FELDMAN: For Philip Guston | 18 March
Morton Feldman - For Philip Guston (1984)
Susanne Peters, flutes
Christian Smith, percussion
Daniel Walden, piano and celesta
'I never feel that my music is sparse or minimalist; the way fat people never really think they're fat. I certainly don't consider myself minimalist at all.' - Morton Feldman
A crowning achievement of Morton Feldman's late period, For Philip Guston presents the listener with an immersive sound world, fragile and luminous in its beauty. Scored for a trio of flute, percussion, piano and clocking in at 4 hours, this is music - both in length and substance - from another universe. Written as a memorial to the American painter (and Feldman's good friend) Philip Guston, the textures and harmonies presented are at once measured and timeless, abstract and sensual.

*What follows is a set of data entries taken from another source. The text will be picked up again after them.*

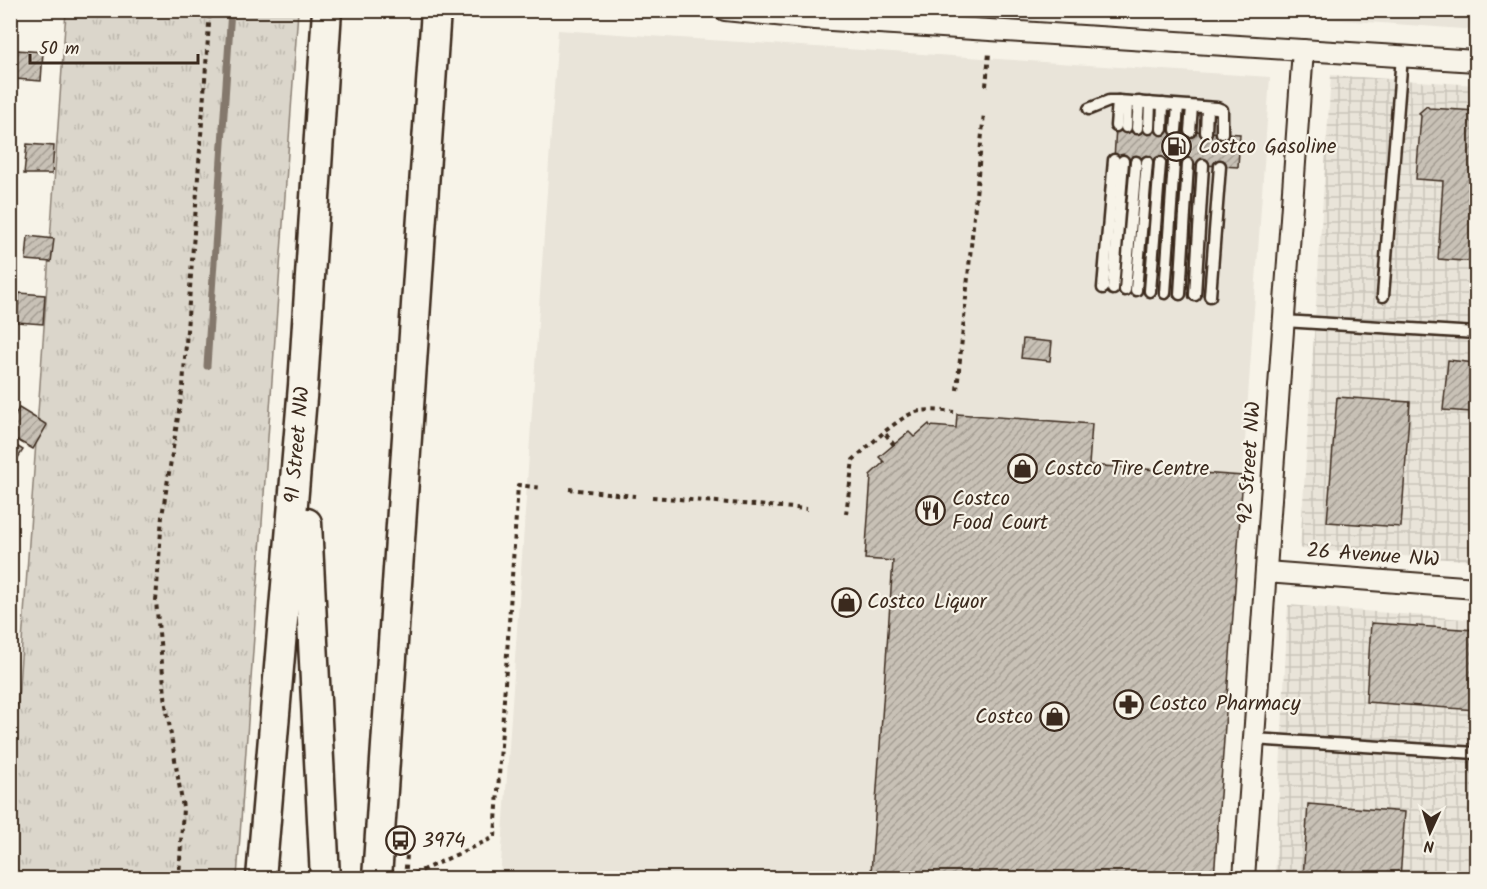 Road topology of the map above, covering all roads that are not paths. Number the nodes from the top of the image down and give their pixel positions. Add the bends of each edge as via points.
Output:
1 (327, 10) edge
2 (436, 10) edge
3 (725, 10) edge
4 (1304, 50) junction
5 (1402, 56) junction
6 (1476, 61) edge
7 (1122, 101) junction
8 (1144, 103) junction
9 (1163, 104) junction
10 (1178, 106) junction
11 (1192, 106) junction
12 (1207, 108) junction
13 (1089, 109) dead end
14 (1121, 127) dead end
15 (1143, 128) dead end
16 (1162, 129) dead end
17 (1176, 130) dead end
18 (1190, 131) dead end
19 (1206, 132) dead end
20 (1222, 133) dead end
21 (1119, 161) dead end
22 (1141, 162) dead end
23 (1160, 163) dead end
24 (1174, 164) dead end
25 (1188, 164) dead end
26 (1203, 165) dead end
27 (1220, 166) dead end
28 (1108, 288) dead end
29 (1131, 290) dead end
30 (1150, 291) dead end
31 (1165, 292) dead end
32 (1180, 294) dead end
33 (1195, 295) dead end
34 (1210, 296) dead end
35 (1383, 296) dead end
36 (1284, 321) junction
37 (1476, 333) edge
38 (303, 386) junction
39 (1266, 572) junction
40 (1476, 588) edge
41 (1253, 739) junction
42 (1476, 753) edge
43 (261, 879) edge
44 (325, 879) edge
45 (378, 879) edge
46 (1245, 879) edge

1 - 38 main road, 91 Street NW
2 - 45 main road
3 - 4 street
4 - 5 street
4 - 36 street, 92 Street NW
5 - 6 street
5 - 35 lane
7 - 8 lane
7 - 13 lane via 1109,101
7 - 14 lane
8 - 9 lane
8 - 15 lane
9 - 10 lane
9 - 16 lane
10 - 11 lane
10 - 17 lane
11 - 12 lane
11 - 18 lane
12 - 19 lane
12 - 20 lane via 1222,110
21 - 28 lane
22 - 29 lane
23 - 30 lane
24 - 31 lane
25 - 32 lane
26 - 33 lane
27 - 34 lane
36 - 37 lane
36 - 39 street, 92 Street NW
38 - 43 main road, 91 Street NW
38 - 44 main road
39 - 40 street, 26 Avenue NW
39 - 41 street, 92 Street NW
41 - 42 lane
41 - 46 street, 92 Street NW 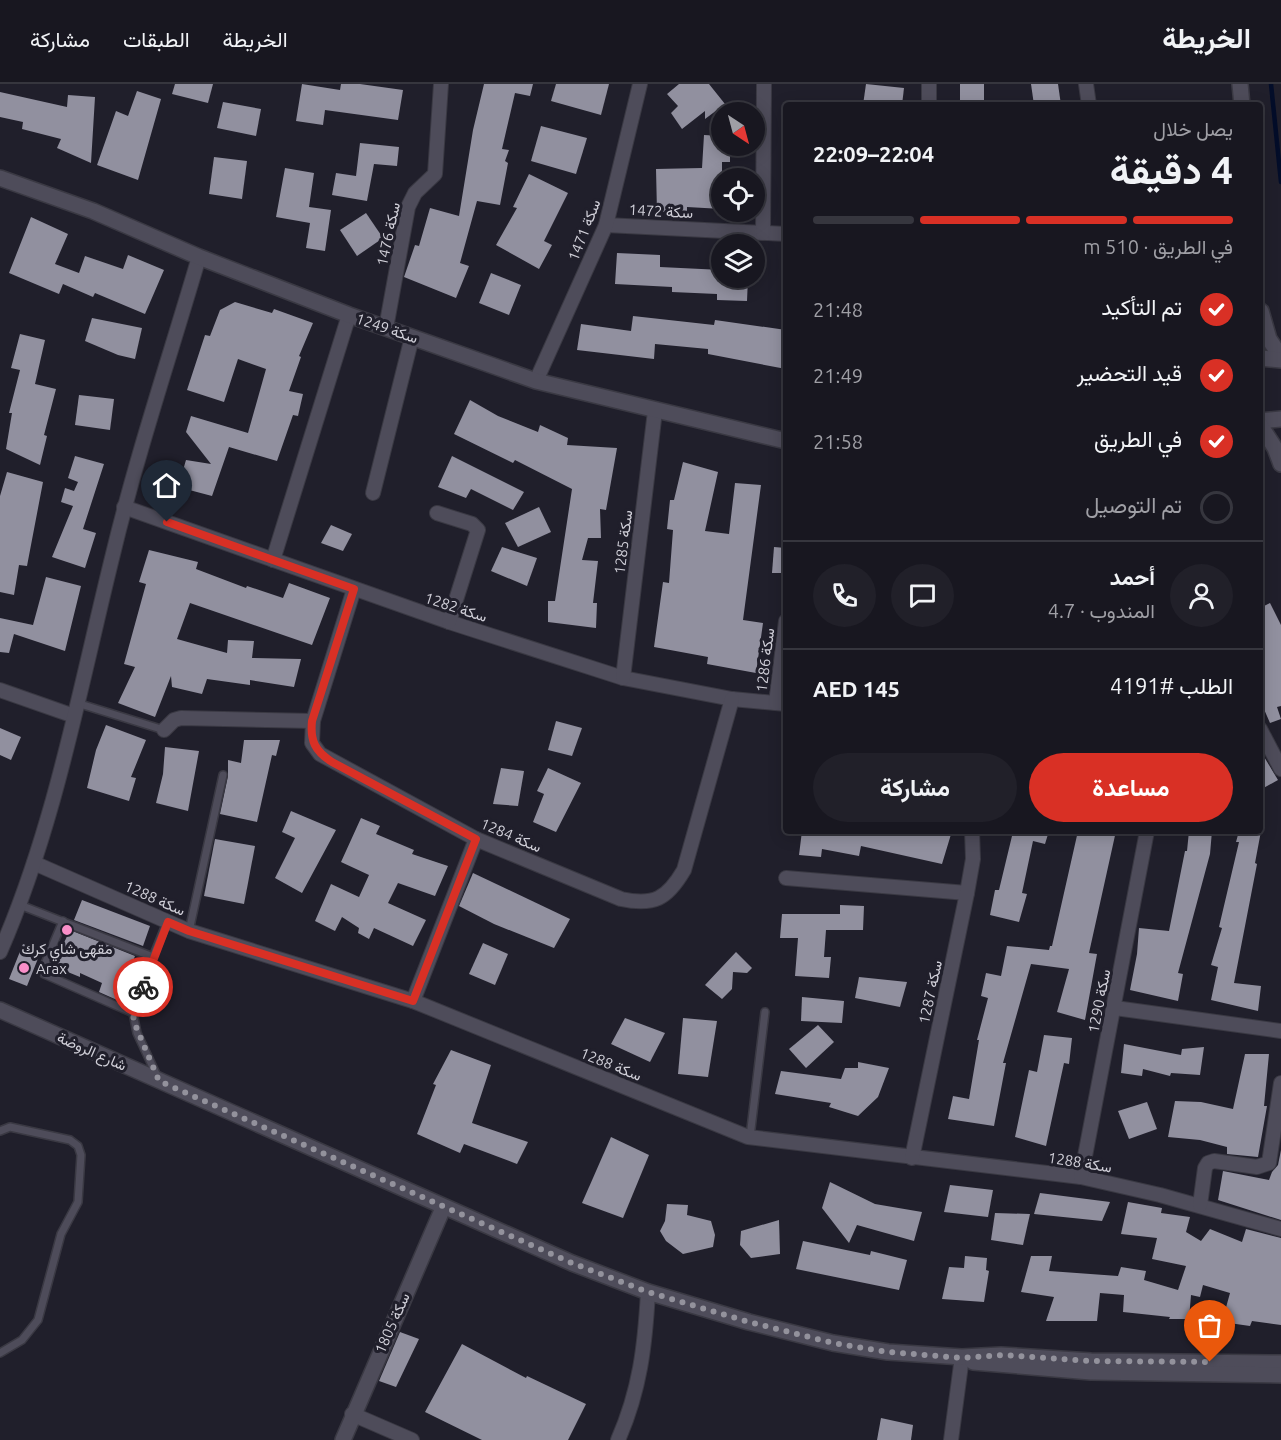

INLEIDING: Projection Series
Beginning at 15.00 Oerknal’s music director Gregory Charette will lead a presentation with students from The Royal Conservatory of The Hague on Feldman’s groundbreaking Projection series. These works, written between 1950 and 1953, are graph compositions in which time is represented by space and in which spaced boxes specify register, number of simultaneous sounds, mode of production, and duration. The scores themselves taken as visual documents are pure works of art. Although the Projection series comes at the beginning of Feldman’s musical development and For Philip Guston is in many ways the culmination of it, there are certain elements of Feldman’s late style inherent in these graph scores – a consistently quiet dynamic, an obsession with timbre, and a kind of composition based on singular sounds and events as opposed to linear melodic/harmonic development. This performance of the Projection series will be supplemented by discussions with the students about their experience working with Feldman’s music; in many cases, it will be the first time these students have worked with graphic scores or have explored the music of Feldman.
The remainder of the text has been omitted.